Fig. 7. Targeting NK cells or Wnt signaling improves the efficacy of immunotherapy or chemotherapy in murine TNBC models.

(A and B) Tumor growth curve (A) and representative tumor images (B) show tumor progression in anti-NK1.1 and anti-NK1.1 + anti–PD-L1 combination treatment groups (n = 8 tumors for IgG and n = 6 tumors for treated group). A total of 250,000 primary tumor cells per MFP from C3-HET tumors were injected into REAR mice. (C) Percentage of NK cell population (CD45⁺DX5⁺) of live cells in primary tumors of indicated groups. (D and E) Tumor growth curve (D) and representative tumor images (E) are shown for the indicated treatment group (n = 10 tumors for vehicle control and n = 8 tumors for treated group). A total of 150,000 primary tumor cells per MFP from BRCA1^cKO tumors were injected into C57BL/6 mice. (F and G) Representative tumor images (F) and tumor growth curve (G) are shown for the indicated treatment group (n = 4 tumors for anti–PD-L1 and n = 6 tumors for the rest of the other groups).

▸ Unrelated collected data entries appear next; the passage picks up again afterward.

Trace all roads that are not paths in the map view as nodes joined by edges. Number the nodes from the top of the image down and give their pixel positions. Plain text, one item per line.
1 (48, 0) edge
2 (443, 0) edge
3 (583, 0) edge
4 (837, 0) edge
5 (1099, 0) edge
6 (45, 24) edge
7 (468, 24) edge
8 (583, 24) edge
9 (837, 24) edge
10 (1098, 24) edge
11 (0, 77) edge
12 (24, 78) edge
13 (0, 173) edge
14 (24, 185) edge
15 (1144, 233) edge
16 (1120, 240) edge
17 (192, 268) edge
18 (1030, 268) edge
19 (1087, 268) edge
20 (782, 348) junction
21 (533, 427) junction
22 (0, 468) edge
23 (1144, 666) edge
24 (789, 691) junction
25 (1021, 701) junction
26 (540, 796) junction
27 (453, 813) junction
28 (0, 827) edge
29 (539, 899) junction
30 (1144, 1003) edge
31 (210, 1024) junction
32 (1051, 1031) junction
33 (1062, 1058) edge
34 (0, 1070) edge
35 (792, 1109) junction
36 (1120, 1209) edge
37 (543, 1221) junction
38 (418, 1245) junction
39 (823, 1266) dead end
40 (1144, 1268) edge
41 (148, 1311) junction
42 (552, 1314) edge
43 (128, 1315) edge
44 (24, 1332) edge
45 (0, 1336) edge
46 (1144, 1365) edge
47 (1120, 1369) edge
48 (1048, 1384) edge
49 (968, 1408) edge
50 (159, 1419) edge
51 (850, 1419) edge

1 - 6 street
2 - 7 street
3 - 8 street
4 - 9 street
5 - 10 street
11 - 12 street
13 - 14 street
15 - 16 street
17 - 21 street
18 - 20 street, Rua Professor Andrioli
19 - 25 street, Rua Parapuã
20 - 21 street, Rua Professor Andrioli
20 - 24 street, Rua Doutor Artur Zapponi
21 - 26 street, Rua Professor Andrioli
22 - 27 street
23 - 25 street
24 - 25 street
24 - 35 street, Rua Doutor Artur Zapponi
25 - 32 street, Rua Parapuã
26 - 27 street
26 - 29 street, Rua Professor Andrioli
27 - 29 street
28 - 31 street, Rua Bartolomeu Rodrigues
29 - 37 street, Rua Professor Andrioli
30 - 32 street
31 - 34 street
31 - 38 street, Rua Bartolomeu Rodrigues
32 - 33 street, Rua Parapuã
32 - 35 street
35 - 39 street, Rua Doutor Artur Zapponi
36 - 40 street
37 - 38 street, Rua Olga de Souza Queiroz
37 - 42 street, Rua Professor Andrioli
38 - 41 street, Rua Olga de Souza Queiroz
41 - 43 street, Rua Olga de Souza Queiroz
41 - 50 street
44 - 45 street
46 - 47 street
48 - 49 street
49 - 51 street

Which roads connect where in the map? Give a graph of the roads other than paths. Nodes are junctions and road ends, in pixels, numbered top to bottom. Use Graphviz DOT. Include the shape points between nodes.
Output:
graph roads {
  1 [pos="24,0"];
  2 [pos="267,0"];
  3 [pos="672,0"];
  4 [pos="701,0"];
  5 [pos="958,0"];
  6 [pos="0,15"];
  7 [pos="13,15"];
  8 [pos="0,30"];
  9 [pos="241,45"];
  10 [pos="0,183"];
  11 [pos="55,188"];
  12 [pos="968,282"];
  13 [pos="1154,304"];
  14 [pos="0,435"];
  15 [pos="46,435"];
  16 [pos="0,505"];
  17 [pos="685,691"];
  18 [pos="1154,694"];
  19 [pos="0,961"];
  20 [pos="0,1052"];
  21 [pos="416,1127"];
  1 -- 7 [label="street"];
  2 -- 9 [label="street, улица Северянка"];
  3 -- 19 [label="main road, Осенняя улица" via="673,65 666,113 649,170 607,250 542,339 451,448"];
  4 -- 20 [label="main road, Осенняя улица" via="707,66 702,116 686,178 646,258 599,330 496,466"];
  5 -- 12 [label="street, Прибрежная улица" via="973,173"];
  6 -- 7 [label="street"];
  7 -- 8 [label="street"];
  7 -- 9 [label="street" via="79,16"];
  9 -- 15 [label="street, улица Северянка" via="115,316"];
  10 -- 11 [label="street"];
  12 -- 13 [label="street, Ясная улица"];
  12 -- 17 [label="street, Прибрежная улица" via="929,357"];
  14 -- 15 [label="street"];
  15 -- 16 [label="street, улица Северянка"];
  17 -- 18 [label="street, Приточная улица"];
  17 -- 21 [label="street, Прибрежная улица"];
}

A total of 100,000 primary tumor cells per MFP from C3-HET mice were injected into REAR mice. Vehicle control and LGK-974 data points are shared with fig. S9F. (H) Flow cytometry analysis shows the NK cell frequency (CD45⁺DX5⁺) of live cells in C3-HET tumors. The scatterplots show the number per group of samples used for flow analysis. Statistical significance was determined by two-way ANOVA with Dunnett’s multiple comparisons test in (A), (D), and (F) and by one-way ANOVA with Dunnett’s multiple comparisons test in (C) and (H); *P < 0.05, **P < 0.01, ***P ≤ 0.001, and ****P ≤ 0.0001. The data are presented as means ± SEM. Arrows indicate the start point for drug dose. Anti-IgG (250 μg per mouse), anti-NK1.1 (250 μg per mouse), and anti–PD-L1 (250 μg per mouse) antibodies were given three times per week. An oral dose of LGK-974 (5 mg/kg of body weight) was given every alternate day, and olaparib (50 mg/kg of body weight) was given daily by intraperitoneal injection. ns, not significant.